Dr Thorpy: Treatment choices should be individualized based on patient age; pregnancy status and reproductive planning; comorbidities, including cardiovascular disease; allergies/history of adverse events; and risk of dependence/potential for drug misuse.^[5,7] Interventions may change over time, as the patient ages and with patient life experiences (eg, changes in employment, family demands).^[5] Since treatment for narcolepsy is lifelong, the patient should also be an active participant in treatment decisions. Discussions should focus on the available treatment options and determine which treatment would best fit the patient's symptoms, goals, and lifestyle.^[7]
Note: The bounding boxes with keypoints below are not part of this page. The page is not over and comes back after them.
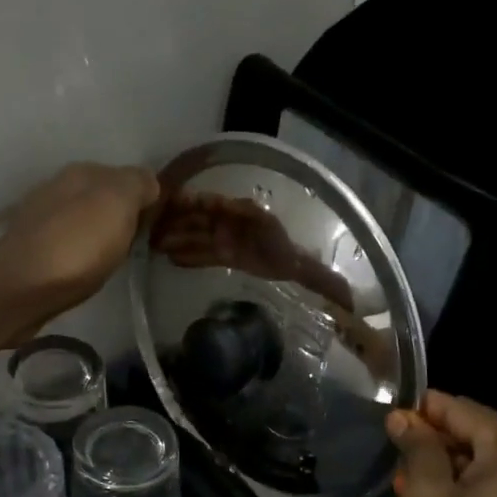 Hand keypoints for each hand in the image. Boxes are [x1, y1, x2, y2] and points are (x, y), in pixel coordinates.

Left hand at [0, 162, 161, 316]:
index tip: (166, 225)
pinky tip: (89, 271)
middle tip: (145, 245)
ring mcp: (42, 221)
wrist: (21, 288)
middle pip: (105, 199)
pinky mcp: (32, 253)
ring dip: (103, 237)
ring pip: (86, 223)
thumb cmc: (77, 244)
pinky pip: (70, 247)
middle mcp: (59, 189)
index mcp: (83, 172)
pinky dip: (84, 255)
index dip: (149, 198)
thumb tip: (149, 183)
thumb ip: (138, 184)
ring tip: (119, 261)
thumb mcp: (119, 202)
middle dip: (125, 217)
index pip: (128, 176)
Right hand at [151, 194, 355, 311]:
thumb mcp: (305, 268)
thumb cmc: (296, 264)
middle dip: (181, 222)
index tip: (184, 204)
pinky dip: (188, 255)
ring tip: (154, 244)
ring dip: (178, 238)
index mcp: (251, 217)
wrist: (292, 271)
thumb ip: (317, 278)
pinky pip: (202, 253)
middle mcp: (236, 223)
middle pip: (205, 220)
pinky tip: (170, 259)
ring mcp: (227, 237)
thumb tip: (341, 292)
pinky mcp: (222, 253)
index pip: (224, 207)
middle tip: (156, 227)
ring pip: (199, 235)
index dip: (203, 204)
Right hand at [386, 391, 496, 496]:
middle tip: (398, 458)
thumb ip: (417, 448)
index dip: (424, 413)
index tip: (390, 418)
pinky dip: (476, 482)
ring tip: (411, 480)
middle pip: (482, 432)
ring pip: (493, 456)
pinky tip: (440, 496)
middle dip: (439, 443)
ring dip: (454, 464)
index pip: (465, 412)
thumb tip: (402, 418) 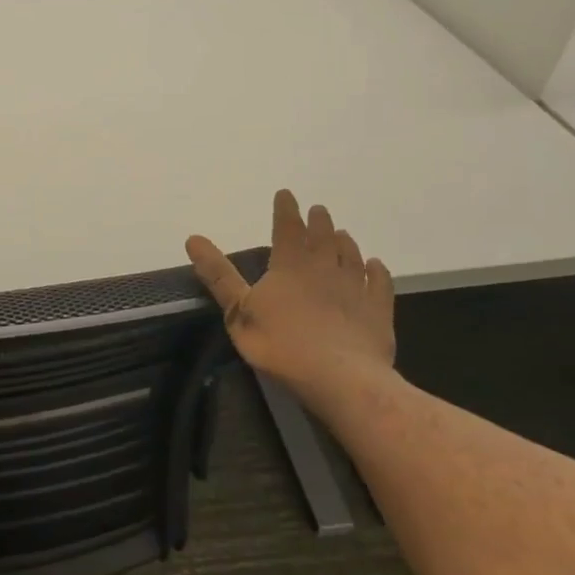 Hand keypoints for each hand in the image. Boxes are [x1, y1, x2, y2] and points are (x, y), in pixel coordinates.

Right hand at [185, 191, 395, 407]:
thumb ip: (219, 276)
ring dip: (346, 242)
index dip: (286, 210)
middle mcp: (325, 268)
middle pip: (323, 237)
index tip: (286, 194)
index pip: (287, 228)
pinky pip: (380, 283)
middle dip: (318, 221)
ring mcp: (356, 288)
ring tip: (343, 234)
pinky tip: (376, 266)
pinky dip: (378, 271)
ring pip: (352, 255)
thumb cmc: (282, 345)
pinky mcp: (378, 311)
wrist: (342, 379)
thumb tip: (193, 239)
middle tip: (318, 210)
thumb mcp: (238, 312)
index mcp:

For example, a college student may prefer not to receive treatment with oxybate, because of the difficulties associated with storing the medication and the potential for misuse by others. Pitolisant may be a desirable option for patients who are unable to take oxybate, or those who prefer to take a daytime medication. Women who are taking, or may begin taking, oral contraceptives should receive solriamfetol instead of modafinil, armodafinil, or pitolisant, as the latter agents may have an impact on the effectiveness of the contraceptive.^[3,7] Amphetamine and methamphetamine use is not recommended in older patients, as these treatments are contraindicated for patients who have comorbid cardiovascular disorders or glaucoma.^[7]

Combination therapy is often required for the treatment of narcolepsy, and if excessive sleepiness is not adequately controlled using oxybate or pitolisant, the addition of solriamfetol, modafinil, or armodafinil may be more effective.^[7]

This transcript has been edited for style and clarity.